▶ **EXERCISE REQUIREMENTS**
Every picture is to be removed, and all the data is to be copied exactly.

INFORMATION SHOWN below:

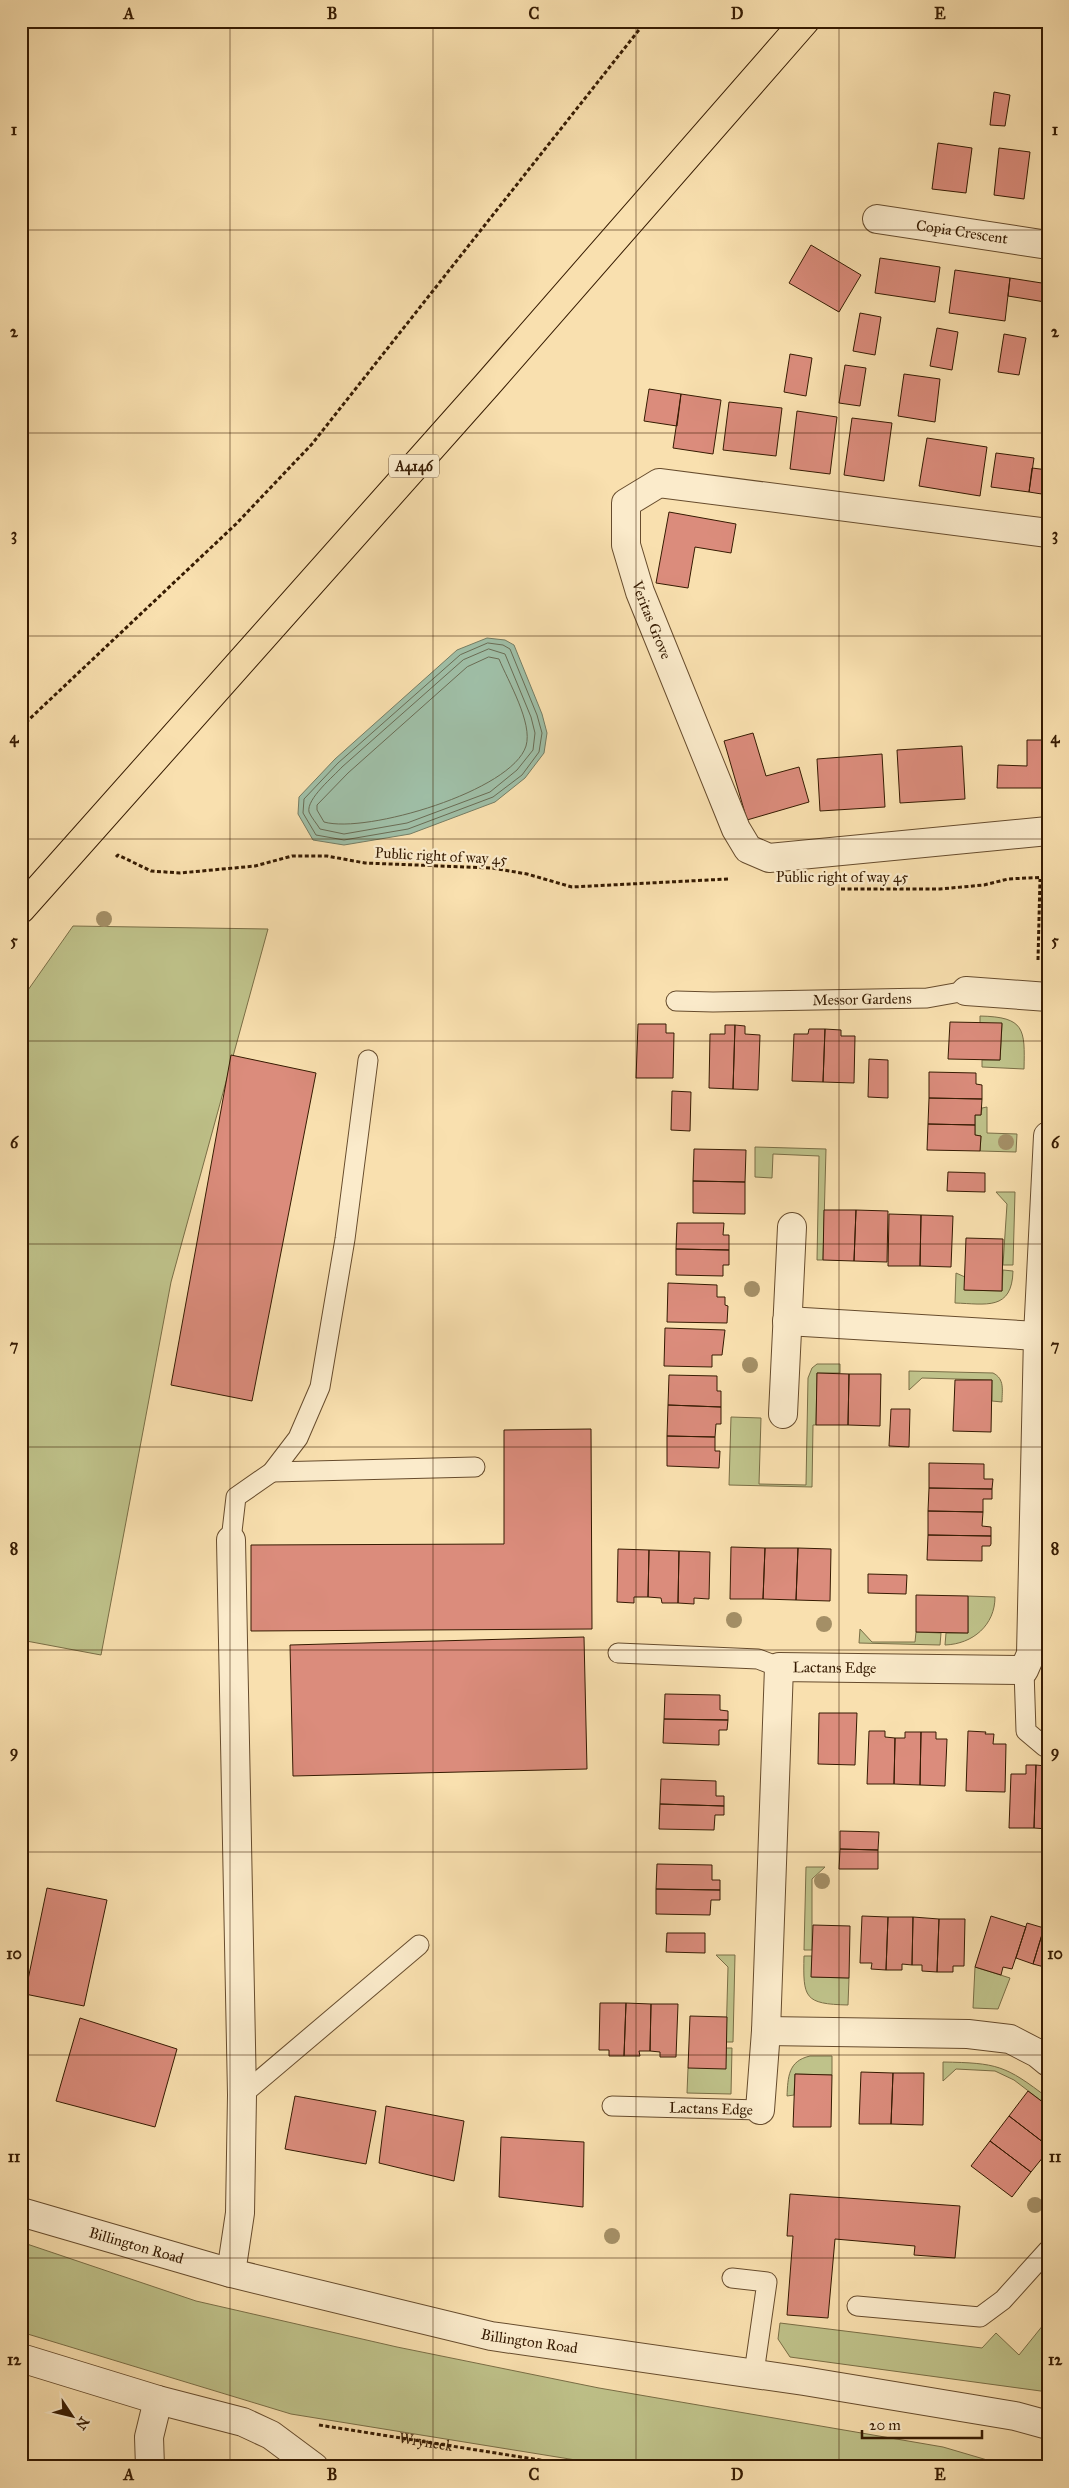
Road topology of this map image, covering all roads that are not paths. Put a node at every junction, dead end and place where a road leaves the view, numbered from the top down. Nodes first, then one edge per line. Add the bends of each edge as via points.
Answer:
1 (805, 21) edge
2 (877, 219) dead end
3 (1048, 245) edge
4 (1048, 533) edge
5 (1048, 831) edge
6 (21, 909) edge
7 (966, 991) joint
8 (1048, 997) edge
9 (676, 1001) dead end
10 (368, 1060) dead end
11 (1048, 1136) edge
12 (792, 1227) dead end
13 (786, 1321) junction
14 (1038, 1336) junction
15 (782, 1414) dead end
16 (475, 1467) dead end
17 (272, 1472) junction
18 (1040, 1517) edge
19 (230, 1540) joint
20 (618, 1653) dead end
21 (779, 1667) junction
22 (1024, 1670) junction
23 (1048, 1747) edge
24 (419, 1945) dead end
25 (766, 2031) junction
26 (1048, 2062) edge
27 (242, 2095) junction
28 (612, 2106) dead end
29 (760, 2110) joint
30 (21, 2212) edge
31 (1048, 2250) edge
32 (231, 2273) junction
33 (732, 2278) dead end
34 (857, 2306) dead end
35 (21, 2358) edge
36 (754, 2373) junction
37 (158, 2400) junction
38 (1048, 2424) edge
39 (150, 2467) edge
40 (314, 2467) edge

1 - 6 highway, A4146 via 474,400
2 - 3 street, Copia Crescent
4 - 5 street, Veritas Grove via 659,482 626,503 626,545 640,592 736,829 748,849 769,858
7 - 8 street, Messor Gardens
7 - 9 lane, Messor Gardens via 927,998
10 - 17 lane via 345,1240 320,1387 298,1438
11 - 14 street
12 - 13 street
13 - 14 street
13 - 15 street
14 - 18 street
16 - 17 lane
17 - 19 lane via 236,1497
18 - 22 street via 1031,1654
19 - 27 street
20 - 21 lane via 758,1659
21 - 22 street, Lactans Edge
21 - 25 street, Lactans Edge
22 - 23 lane via 1026,1731
24 - 27 lane
25 - 26 street via 968,2034 1010,2039
25 - 29 street, Lactans Edge
27 - 32 street via 240,2213
28 - 29 lane, Lactans Edge
30 - 32 street, Billington Road
31 - 34 lane via 1004,2300 980,2318
32 - 36 street, Billington Road via 491,2336
33 - 36 lane via 767,2282
35 - 37 street
36 - 38 street, Billington Road
37 - 39 street via 149,2437
37 - 40 street via 243,2422 271,2435

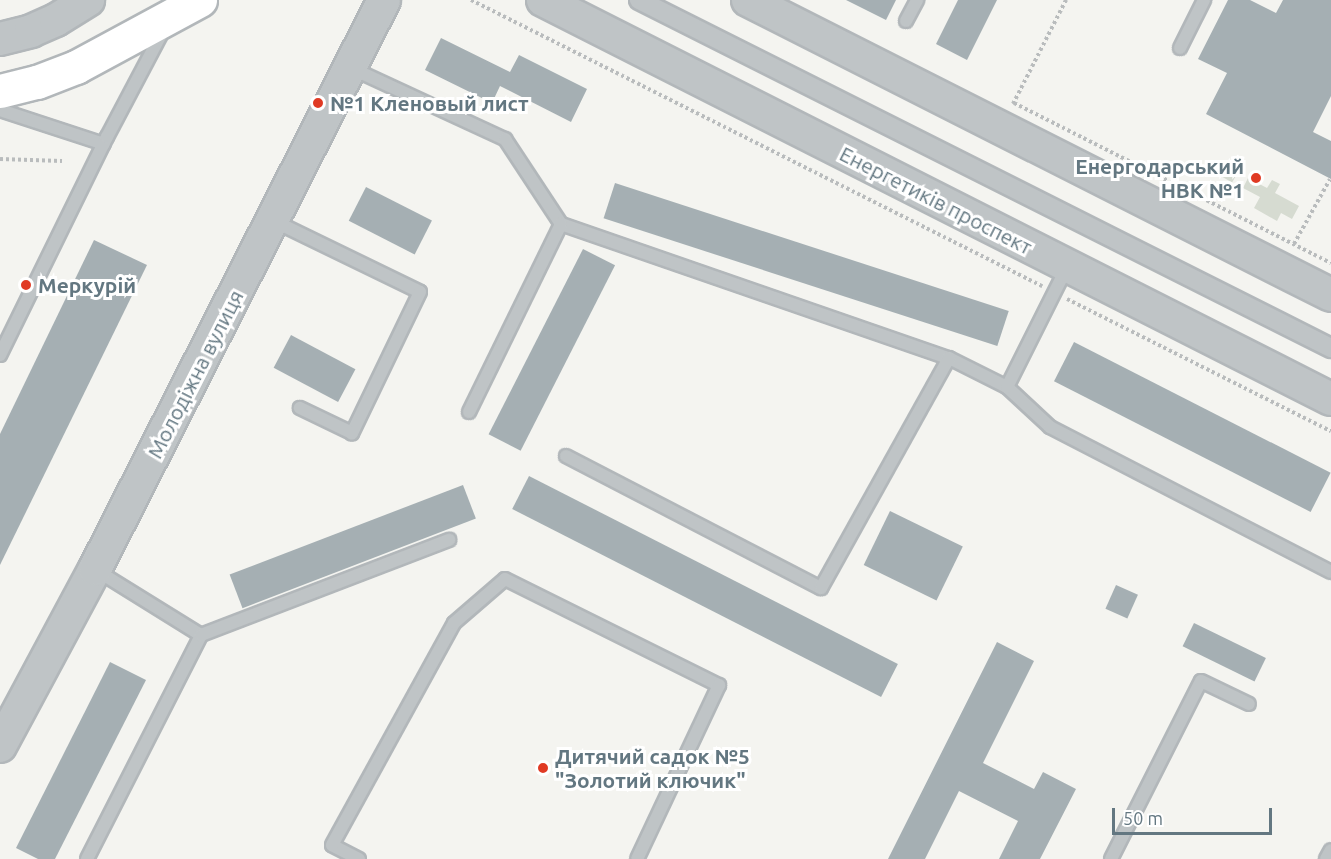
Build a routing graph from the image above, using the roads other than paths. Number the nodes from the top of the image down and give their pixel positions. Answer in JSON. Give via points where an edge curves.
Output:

End of INFORMATION SHOWN.

▶ **TASK RESPONSE**
Road topology of this map image, covering all roads that are not paths. Put a node at every junction, dead end and place where a road leaves the view, numbered from the top down. Nodes first, then one edge per line. Add the bends of each edge as via points.
Answer:
1 (805, 21) edge
2 (877, 219) dead end
3 (1048, 245) edge
4 (1048, 533) edge
5 (1048, 831) edge
6 (21, 909) edge
7 (966, 991) joint
8 (1048, 997) edge
9 (676, 1001) dead end
10 (368, 1060) dead end
11 (1048, 1136) edge
12 (792, 1227) dead end
13 (786, 1321) junction
14 (1038, 1336) junction
15 (782, 1414) dead end
16 (475, 1467) dead end
17 (272, 1472) junction
18 (1040, 1517) edge
19 (230, 1540) joint
20 (618, 1653) dead end
21 (779, 1667) junction
22 (1024, 1670) junction
23 (1048, 1747) edge
24 (419, 1945) dead end
25 (766, 2031) junction
26 (1048, 2062) edge
27 (242, 2095) junction
28 (612, 2106) dead end
29 (760, 2110) joint
30 (21, 2212) edge
31 (1048, 2250) edge
32 (231, 2273) junction
33 (732, 2278) dead end
34 (857, 2306) dead end
35 (21, 2358) edge
36 (754, 2373) junction
37 (158, 2400) junction
38 (1048, 2424) edge
39 (150, 2467) edge
40 (314, 2467) edge

1 - 6 highway, A4146 via 474,400
2 - 3 street, Copia Crescent
4 - 5 street, Veritas Grove via 659,482 626,503 626,545 640,592 736,829 748,849 769,858
7 - 8 street, Messor Gardens
7 - 9 lane, Messor Gardens via 927,998
10 - 17 lane via 345,1240 320,1387 298,1438
11 - 14 street
12 - 13 street
13 - 14 street
13 - 15 street
14 - 18 street
16 - 17 lane
17 - 19 lane via 236,1497
18 - 22 street via 1031,1654
19 - 27 street
20 - 21 lane via 758,1659
21 - 22 street, Lactans Edge
21 - 25 street, Lactans Edge
22 - 23 lane via 1026,1731
24 - 27 lane
25 - 26 street via 968,2034 1010,2039
25 - 29 street, Lactans Edge
27 - 32 street via 240,2213
28 - 29 lane, Lactans Edge
30 - 32 street, Billington Road
31 - 34 lane via 1004,2300 980,2318
32 - 36 street, Billington Road via 491,2336
33 - 36 lane via 767,2282
35 - 37 street
36 - 38 street, Billington Road
37 - 39 street via 149,2437
37 - 40 street via 243,2422 271,2435

Build a routing graph from the image above, using the roads other than paths. Number the nodes from the top of the image down and give their pixel positions. Answer in JSON. Give via points where an edge curves.
Output:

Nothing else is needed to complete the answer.